Publicado en: El Universal
La política -tan compleja por la responsabilidad que entraña, tan bien soportada a su vez por el sentido común- no emplea un único escenario para su ejercicio. La política y los políticos suelen operar como la curtida diva del Bel Canto sobre las tablas: dispuesta a arrancar aplausos, devociones y lágrimas, hábil para hacer del pathos el primer aliño de la identificación, para escarbar en el miedo y la esperanza, afectar el juicio de la audiencia y ponerla a su favor. He allí una cualidad de la entrega apasionada a una causa. Así que la de la política es una historia atada al espectáculo, la pompa, el ritual, el gran gesto. No en balde muchos políticos exitosos han sido también grandes histriones; y eso hoy no es talento menor. Más si se contempla que en el moderno torneo retórico residiría la clave de sublimación de la guerra.
Pero al margen del vivo nervio atizando ese vínculo con las multitudes, a la política también incumbe una dimensión a la que no accede el ojo público (ojo siempre ávido de emoción y espectáculo, el del observador excitado por el sudor y la sangre de los gladiadores). En esa zona ajena al tremendismo, al infotainment y la potencial banalización, cuya acción transcurre tras bambalinas, se mueven con holgura el ethos (que remite a la credibilidad, la confianza) y el logos, la palabra usada como arma de la persuasión dialéctica. Esa es arena que realmente habilita la puja civilizada entre encarnizados adversarios o entre cófrades con perspectivas distintas. Aquella donde se impone la conciliación de lo que parece irreconciliable, la de la negociación de los intereses y acuerdos.

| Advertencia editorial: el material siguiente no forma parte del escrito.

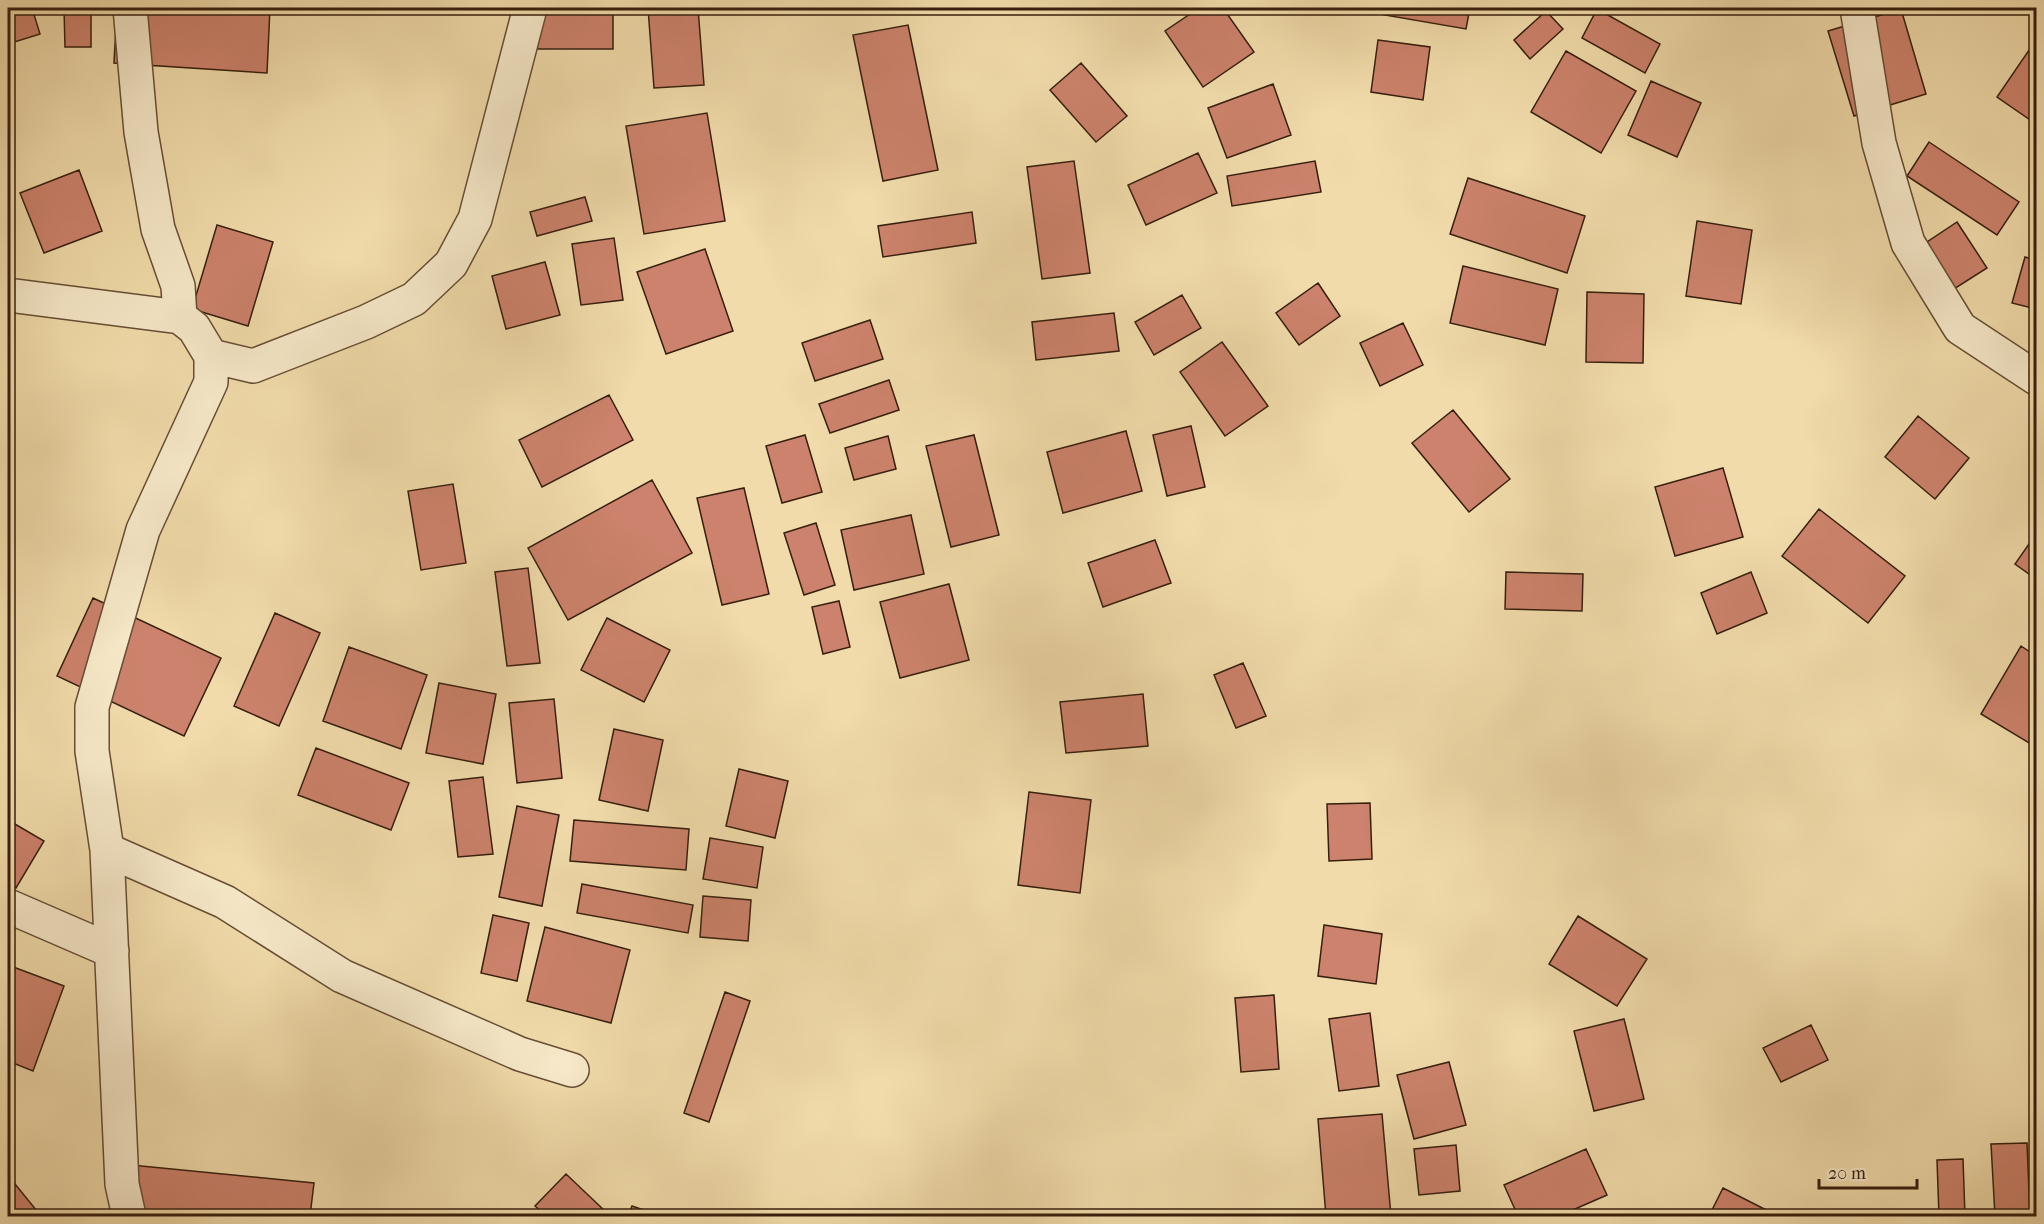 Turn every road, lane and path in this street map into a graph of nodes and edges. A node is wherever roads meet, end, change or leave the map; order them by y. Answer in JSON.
{"nodes":[{"id":1,"x":130,"y":8,"type":"edge"},
{"id":2,"x":530,"y":8,"type":"edge"},
{"id":3,"x":1857,"y":8,"type":"edge"},
{"id":4,"x":8,"y":295,"type":"edge"},
{"id":5,"x":180,"y":317,"type":"junction"},
{"id":6,"x":211,"y":356,"type":"junction"},
{"id":7,"x":2037,"y":378,"type":"edge"},
{"id":8,"x":107,"y":850,"type":"junction"},
{"id":9,"x":8,"y":906,"type":"edge"},
{"id":10,"x":112,"y":951,"type":"junction"},
{"id":11,"x":572,"y":1070,"type":"dead end"},
{"id":12,"x":129,"y":1216,"type":"edge"}],
"edges":[{"from":1,"to":5,"type":"street"},
{"from":2,"to":6,"type":"street"},
{"from":3,"to":7,"type":"street"},
{"from":4,"to":5,"type":"street"},
{"from":5,"to":6,"type":"street"},
{"from":6,"to":8,"type":"street"},
{"from":8,"to":10,"type":"street"},
{"from":8,"to":11,"type":"street"},
{"from":9,"to":10,"type":"street"},
{"from":10,"to":12,"type":"street"}]}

El sentido de la realidad quizás pesa más en esa franja de aterrizaje forzoso que en la del histrión. Convengamos en que a menudo, y aunque no sea algo éticamente deseable, no pocos políticos enterados de la ferocidad del gran auditorio optan por hacer piruetas sobre la cuerda floja de la verdad. O de recrear una propia, capaz de vivir al margen de lo factual, una posverdad cosida a punta de emocionalidad, promesas y desiderátum. Pertrechos estos, por cierto, del resbaloso “wishful thinking”. Verdad y política, nos recuerda Arendt, nunca se llevaron demasiado bien. En la relación con el líder carismático, por ejemplo, prevalece la necesidad de escuchar lo que se desea escuchar, no lo que es; y esa resonancia afectiva es justo lo que condiciona la efectividad de su discurso. Pero, ¿qué ocurre cuando se disipa esa sombra, la de la guillotina de las grandes audiencias?

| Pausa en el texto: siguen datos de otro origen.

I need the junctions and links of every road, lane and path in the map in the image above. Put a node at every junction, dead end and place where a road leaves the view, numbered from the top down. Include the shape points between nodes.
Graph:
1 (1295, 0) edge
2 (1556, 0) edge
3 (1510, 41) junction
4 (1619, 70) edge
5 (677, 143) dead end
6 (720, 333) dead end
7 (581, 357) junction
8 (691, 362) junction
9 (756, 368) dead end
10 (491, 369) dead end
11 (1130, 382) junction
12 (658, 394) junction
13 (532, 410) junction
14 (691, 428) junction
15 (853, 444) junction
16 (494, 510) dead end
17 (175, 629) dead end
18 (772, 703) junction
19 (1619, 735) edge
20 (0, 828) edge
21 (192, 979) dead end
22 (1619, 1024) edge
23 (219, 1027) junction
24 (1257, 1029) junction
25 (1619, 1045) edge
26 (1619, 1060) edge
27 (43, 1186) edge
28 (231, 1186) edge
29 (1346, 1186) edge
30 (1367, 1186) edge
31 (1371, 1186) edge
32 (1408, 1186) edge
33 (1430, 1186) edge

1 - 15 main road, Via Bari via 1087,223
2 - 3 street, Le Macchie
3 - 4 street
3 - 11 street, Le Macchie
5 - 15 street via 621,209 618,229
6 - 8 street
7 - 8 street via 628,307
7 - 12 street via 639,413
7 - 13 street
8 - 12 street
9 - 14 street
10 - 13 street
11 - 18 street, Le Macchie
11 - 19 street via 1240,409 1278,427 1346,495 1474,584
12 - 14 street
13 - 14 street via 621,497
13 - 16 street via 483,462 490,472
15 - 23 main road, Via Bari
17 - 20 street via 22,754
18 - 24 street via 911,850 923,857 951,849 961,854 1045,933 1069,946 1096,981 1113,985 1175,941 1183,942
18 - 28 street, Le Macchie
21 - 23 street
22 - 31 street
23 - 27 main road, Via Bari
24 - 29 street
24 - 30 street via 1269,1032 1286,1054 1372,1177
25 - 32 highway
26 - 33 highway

No es ilógico suponer que lejos del griterío mediático, de las ovaciones a sala llena o la brutal interpelación del homo-redes, los caminos hacia la búsqueda de una verdad consensuada deberían hacerse más nítidos. El problema surge cuando, lejos de procurar esos potenciales espacios de sosiego y realpolitik, empieza a importar más el compromiso con la propia verdad que con la común. Cuando, fruto de la embriaguez personal, taras como la falta de mesura y de responsabilidad corrompen el intercambio. En una polis desvirtuada, sin solares concebidos para la convivencia y avasallada por el hard-power, las anómalas claves de la antipolítica desbancan a las del deber-ser, se extienden como hiedra. Truecan el valor en antivalor, torvo engranaje de la no-sociedad. Lo político queda sometido al arbitrario pulso que impone la gran audiencia, y la relación con el demonizado antagonista, reducida a la abstracción y la etiqueta simplificadora.
No hay virtud política en la praxis que prescinde del otro, que aspira a exterminarlo, real o simbólicamente, hay que decirlo una y otra vez. Pero luchar contra el hábito caníbal no deja de resultar muy cuesta arriba. En la era de la vedetización del líder, del vaciamiento de contenidos para dar prioridad a la forma, al aplauso irreflexivo o a la “boutade” sin trascendencia, la adopción de la receta de unilateralidad de los extremismos (más pendientes de cosechar retuits o posicionar slogans en redes que de bregar con la dificultad del “vis-à-vis”) es también una tentación constante.
Aún conscientes del envión identitario y legitimador que resulta de exprimir “L´animo in Piazza” del que habla Maquiavelo, hay que advertir que, mal calibrado, este puede producir espejismos. Torear esos mareos, reconciliarse con la posibilidad del logro real aunque imperfecto, es también tarea que incumbe al ciudadano. Una cosa es no renunciar a la dimensión antagónica de lo político, las batallas simbólicas, las candelas de lo público. (“Para los moderados, la popularidad es un mal necesario”, lanza con retintín uno de los personajes de la serie de televisión danesa “Borgen”). Otra, muy distinta, bregar en privado para cimentar la confianza, el reconocimiento, el vidrioso esqueleto que dará sostén a la solución política.